For the representation of pitch in just or natural intonation, I have abandoned the method originally proposed by Hauptmann, which was not sufficiently clear in involved cases, and have adopted the system of Herr A. von Oettingen [page 276], as had already been done in M. G. Guéroult’s French translation of this book.
[A comparison of the third with the second editions, showing the changes and additions individually, is here omitted.]
If I may be allowed in conclusion to add a few words on the reception experienced by the Theory of Music here propounded, I should say that published objections almost exclusively relate to my Theory of Consonance, as if this were the pith of the matter. Those who prefer mechanical explanations express their regret at my having left any room in this field for the action of artistic invention and aesthetic inclination, and they have endeavored to complete my system by new numerical speculations. Other critics with more metaphysical proclivities have rejected my Theory of Consonance—and with it, as they imagine, my whole Theory of Music—as too coarsely mechanical.

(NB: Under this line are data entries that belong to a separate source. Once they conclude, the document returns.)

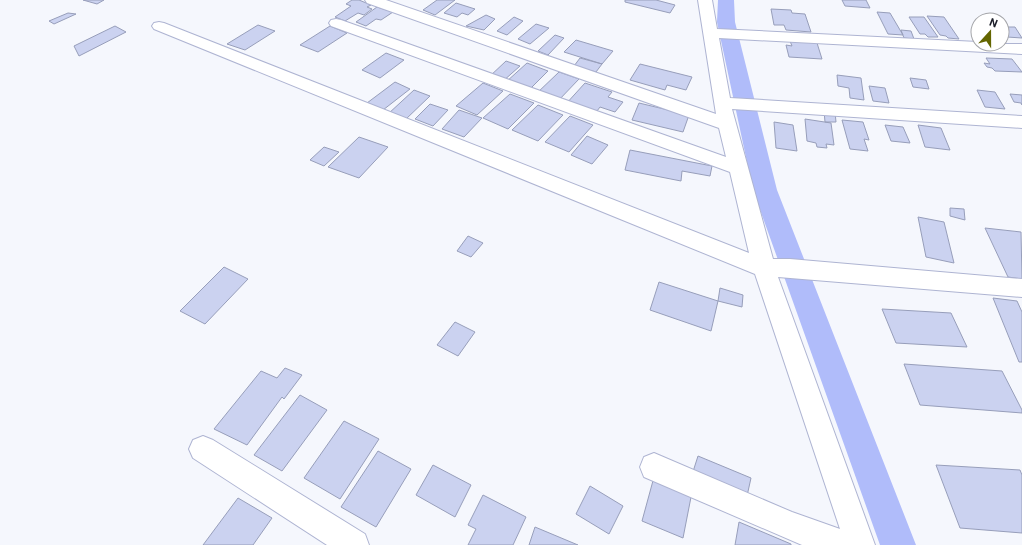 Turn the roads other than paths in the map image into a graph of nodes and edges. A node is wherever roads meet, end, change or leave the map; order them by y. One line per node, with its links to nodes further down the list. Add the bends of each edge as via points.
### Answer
1 (372, 0): 9 (street)
2 (705, 0): 5 (street)
3 (336, 23): 10 (street)
4 (159, 26): 11 (street)
5 (716, 34): 6 (street); 7 (street)
6 (1022, 49)
7 (729, 103): 8 (street); 9 (street)
8 (1022, 122)
9 (726, 124): 10 (street)
10 (738, 168): 11 (street)
11 (764, 268): 12 (street, via 790,268); 17 (street)
12 (1022, 288)
13 (203, 449): 15 (street)
14 (654, 467): 16 (street, via 790,526)
15 (354, 545)
16 (842, 545)
17 (860, 545) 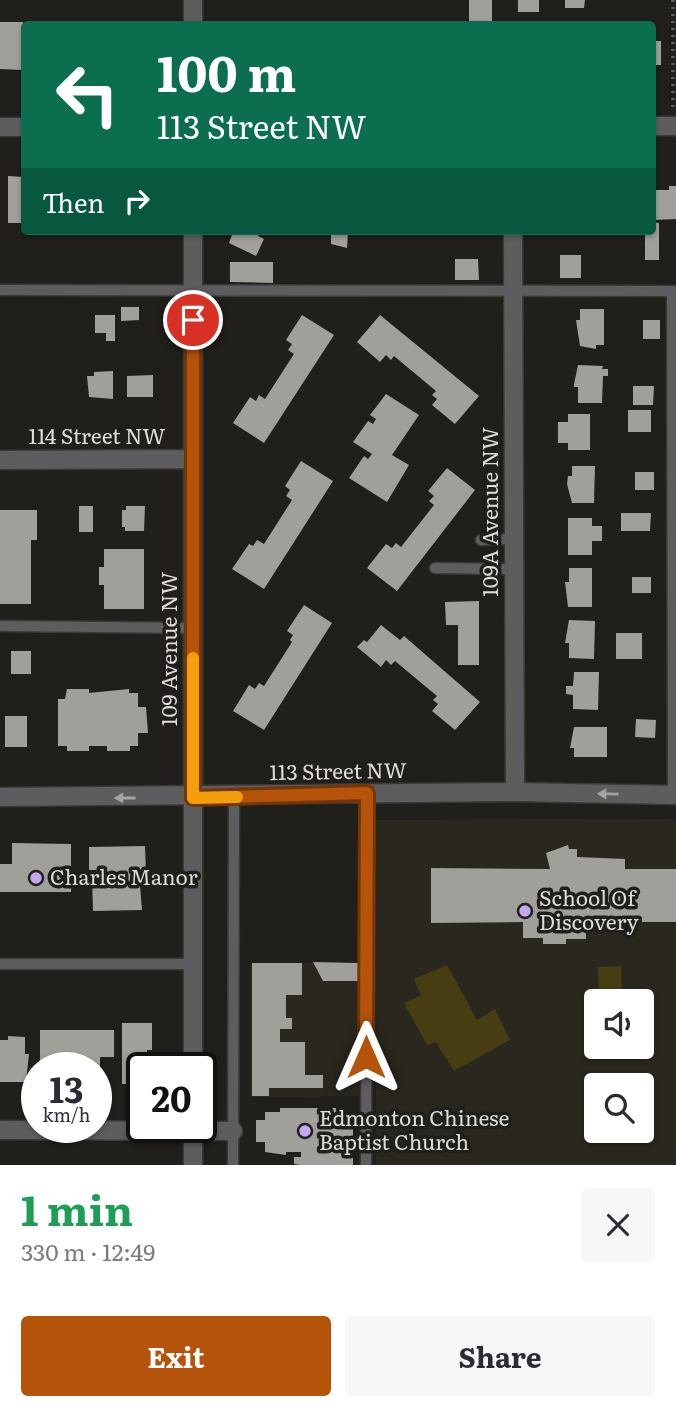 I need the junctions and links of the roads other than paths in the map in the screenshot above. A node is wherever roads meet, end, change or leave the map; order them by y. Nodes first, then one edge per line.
1 (193, 0) edge
2 (193, 21) edge
3 (675, 118) edge
4 (656, 125) edge
5 (0, 127) edge
6 (21, 127) edge
7 (193, 235) edge
8 (513, 235) edge
9 (0, 290) edge
10 (674, 291) edge
11 (193, 292) junction
12 (513, 292) junction
13 (193, 459) junction
14 (0, 460) edge
15 (513, 539) junction
16 (481, 540) dead end
17 (435, 568) dead end
18 (514, 569) junction
19 (0, 626) edge
20 (193, 628) junction
21 (515, 792) junction
22 (367, 793) junction
23 (675, 795) edge
24 (0, 797) edge
25 (234, 797) junction
26 (193, 798) junction
27 (0, 964) edge
28 (193, 964) junction
29 (193, 1052) edge
30 (126, 1129) edge
31 (0, 1130) edge
32 (217, 1130) edge
33 (233, 1131) junction
34 (193, 1143) edge
35 (193, 1165) edge
36 (233, 1165) edge
37 (366, 1165) edge

1 - 2 street
3 - 4 street
5 - 6 street
7 - 11 street, 109 Avenue NW
8 - 12 street, 109A Avenue NW
9 - 11 lane
10 - 12 lane
10 - 23 lane
11 - 12 lane
11 - 13 street, 109 Avenue NW
12 - 15 street, 109A Avenue NW
13 - 14 street, 114 Street NW
13 - 20 street, 109 Avenue NW
15 - 16 lane
15 - 18 street, 109A Avenue NW
17 - 18 lane
18 - 21 street, 109A Avenue NW
19 - 20 lane
20 - 26 street, 109 Avenue NW
21 - 22 street, 113 Street NW
23 -> 21 street, 113 Street NW
22 - 25 street, 113 Street NW
22 - 37 lane
26 -> 24 street, 113 Street NW
25 - 26 street, 113 Street NW
25 - 33 lane
26 - 28 street, 109 Avenue NW
27 - 28 lane
28 - 29 street, 109 Avenue NW
30 - 31 street
32 - 33 street
33 - 36 lane
34 - 35 street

I hope my critics will excuse me if I conclude, from the opposite nature of their objections, that I have struck out nearly the right path. As to my Theory of Consonance, I must claim it to be a mere systematization of observed facts (with the exception of the functions of the cochlea of the ear, which is moreover an hypothesis that may be entirely dispensed with). But I consider it a mistake to make the Theory of Consonance the essential foundation of the Theory of Music, and I had thought that this opinion was clearly enough expressed in my book. The essential basis of music is melody. Harmony has become, to Western Europeans during the last three centuries, an essential and, to our present taste, indispensable means of strengthening melodic relations; but finely developed music existed for thousands of years and still exists in non-European nations without any harmony at all. And to my metaphysico-aesthetic opponents I must reply that I cannot think I have undervalued the artistic emotions of the human mind in the Theory of Melodic Construction by endeavoring to establish the physiological facts on which aesthetic feeling is based. But to those who think I have not gone far enough in my physical explanations, I answer that, in the first place, a natural philosopher is never bound to construct systems about everything he knows and does not know; and secondly, that I should consider a theory which claimed to have shown that all the laws of modern thorough bass A system of musical shorthand using figures to indicate chords. were natural necessities, to stand condemned as having proven too much.
Musicians have found most fault with the manner in which I have characterized the minor mode. I must refer in reply to those very accessible documents: the musical compositions from A.D. 1500 to A.D. 1750, during which the modern minor was developed. These will show how slow and fluctuating was its development, and that the last traces of its incomplete state are still visible in the works of Sebastian Bach and Handel.